## Exercise details
Each entry needs to be restated exactly as written.

## Data to use

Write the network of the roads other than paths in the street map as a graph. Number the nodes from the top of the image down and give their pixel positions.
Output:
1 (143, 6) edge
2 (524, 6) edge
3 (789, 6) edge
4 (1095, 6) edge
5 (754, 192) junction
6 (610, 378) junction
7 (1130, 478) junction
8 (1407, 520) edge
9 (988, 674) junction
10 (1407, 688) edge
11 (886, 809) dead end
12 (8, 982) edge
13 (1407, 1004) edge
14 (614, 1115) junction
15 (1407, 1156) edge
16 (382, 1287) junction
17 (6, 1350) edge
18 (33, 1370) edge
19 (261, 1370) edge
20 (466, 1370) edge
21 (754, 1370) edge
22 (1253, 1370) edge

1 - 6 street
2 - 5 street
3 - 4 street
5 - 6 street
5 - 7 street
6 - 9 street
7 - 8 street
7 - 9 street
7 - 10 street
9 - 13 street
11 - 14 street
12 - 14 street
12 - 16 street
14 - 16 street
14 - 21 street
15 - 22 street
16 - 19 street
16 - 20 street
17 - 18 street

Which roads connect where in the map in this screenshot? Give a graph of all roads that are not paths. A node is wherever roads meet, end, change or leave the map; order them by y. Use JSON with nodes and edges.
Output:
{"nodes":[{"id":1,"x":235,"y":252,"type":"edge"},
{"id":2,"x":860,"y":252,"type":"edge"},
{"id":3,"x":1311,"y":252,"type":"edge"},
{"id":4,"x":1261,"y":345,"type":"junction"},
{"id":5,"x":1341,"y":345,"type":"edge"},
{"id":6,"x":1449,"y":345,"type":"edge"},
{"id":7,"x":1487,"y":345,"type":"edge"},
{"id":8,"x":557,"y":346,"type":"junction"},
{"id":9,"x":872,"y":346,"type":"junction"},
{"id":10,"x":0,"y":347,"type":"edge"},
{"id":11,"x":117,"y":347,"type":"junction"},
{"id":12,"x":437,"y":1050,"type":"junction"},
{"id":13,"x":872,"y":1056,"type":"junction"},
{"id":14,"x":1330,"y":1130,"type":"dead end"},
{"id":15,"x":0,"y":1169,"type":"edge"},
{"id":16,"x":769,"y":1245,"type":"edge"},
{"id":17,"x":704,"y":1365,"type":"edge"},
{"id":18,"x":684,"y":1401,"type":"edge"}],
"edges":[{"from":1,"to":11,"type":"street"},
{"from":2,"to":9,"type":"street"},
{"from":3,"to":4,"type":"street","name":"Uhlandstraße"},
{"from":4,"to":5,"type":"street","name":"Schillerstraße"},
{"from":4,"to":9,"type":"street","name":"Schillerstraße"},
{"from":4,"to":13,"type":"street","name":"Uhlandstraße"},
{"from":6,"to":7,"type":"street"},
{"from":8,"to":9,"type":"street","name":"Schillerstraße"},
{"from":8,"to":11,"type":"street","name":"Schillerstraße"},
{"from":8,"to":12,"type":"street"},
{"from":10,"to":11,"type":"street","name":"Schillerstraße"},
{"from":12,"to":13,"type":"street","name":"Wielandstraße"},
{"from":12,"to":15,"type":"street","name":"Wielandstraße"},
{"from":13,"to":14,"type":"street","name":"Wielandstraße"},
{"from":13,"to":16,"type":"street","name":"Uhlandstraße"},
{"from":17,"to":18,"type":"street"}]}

## Response to the exercise
Write the network of the roads other than paths in the street map as a graph. Number the nodes from the top of the image down and give their pixel positions.
Output:
1 (143, 6) edge
2 (524, 6) edge
3 (789, 6) edge
4 (1095, 6) edge
5 (754, 192) junction
6 (610, 378) junction
7 (1130, 478) junction
8 (1407, 520) edge
9 (988, 674) junction
10 (1407, 688) edge
11 (886, 809) dead end
12 (8, 982) edge
13 (1407, 1004) edge
14 (614, 1115) junction
15 (1407, 1156) edge
16 (382, 1287) junction
17 (6, 1350) edge
18 (33, 1370) edge
19 (261, 1370) edge
20 (466, 1370) edge
21 (754, 1370) edge
22 (1253, 1370) edge

1 - 6 street
2 - 5 street
3 - 4 street
5 - 6 street
5 - 7 street
6 - 9 street
7 - 8 street
7 - 9 street
7 - 10 street
9 - 13 street
11 - 14 street
12 - 14 street
12 - 16 street
14 - 16 street
14 - 21 street
15 - 22 street
16 - 19 street
16 - 20 street
17 - 18 street

Which roads connect where in the map in this screenshot? Give a graph of all roads that are not paths. A node is wherever roads meet, end, change or leave the map; order them by y. Use JSON with nodes and edges.
Output:
{"nodes":[{"id":1,"x":235,"y":252,"type":"edge"},
{"id":2,"x":860,"y":252,"type":"edge"},
{"id":3,"x":1311,"y":252,"type":"edge"},
{"id":4,"x":1261,"y":345,"type":"junction"},
{"id":5,"x":1341,"y":345,"type":"edge"},
{"id":6,"x":1449,"y":345,"type":"edge"},
{"id":7,"x":1487,"y":345,"type":"edge"},
{"id":8,"x":557,"y":346,"type":"junction"},
{"id":9,"x":872,"y":346,"type":"junction"},
{"id":10,"x":0,"y":347,"type":"edge"},
{"id":11,"x":117,"y":347,"type":"junction"},
{"id":12,"x":437,"y":1050,"type":"junction"},
{"id":13,"x":872,"y":1056,"type":"junction"},
{"id":14,"x":1330,"y":1130,"type":"dead end"},
{"id":15,"x":0,"y":1169,"type":"edge"},
{"id":16,"x":769,"y":1245,"type":"edge"},
{"id":17,"x":704,"y":1365,"type":"edge"},
{"id":18,"x":684,"y":1401,"type":"edge"}],
"edges":[{"from":1,"to":11,"type":"street"},
{"from":2,"to":9,"type":"street"},
{"from":3,"to":4,"type":"street","name":"Uhlandstraße"},
{"from":4,"to":5,"type":"street","name":"Schillerstraße"},
{"from":4,"to":9,"type":"street","name":"Schillerstraße"},
{"from":4,"to":13,"type":"street","name":"Uhlandstraße"},
{"from":6,"to":7,"type":"street"},
{"from":8,"to":9,"type":"street","name":"Schillerstraße"},
{"from":8,"to":11,"type":"street","name":"Schillerstraße"},
{"from":8,"to":12,"type":"street"},
{"from":10,"to":11,"type":"street","name":"Schillerstraße"},
{"from":12,"to":13,"type":"street","name":"Wielandstraße"},
{"from":12,"to":15,"type":"street","name":"Wielandstraße"},
{"from":13,"to":14,"type":"street","name":"Wielandstraße"},
{"from":13,"to":16,"type":"street","name":"Uhlandstraße"},
{"from":17,"to":18,"type":"street"}]}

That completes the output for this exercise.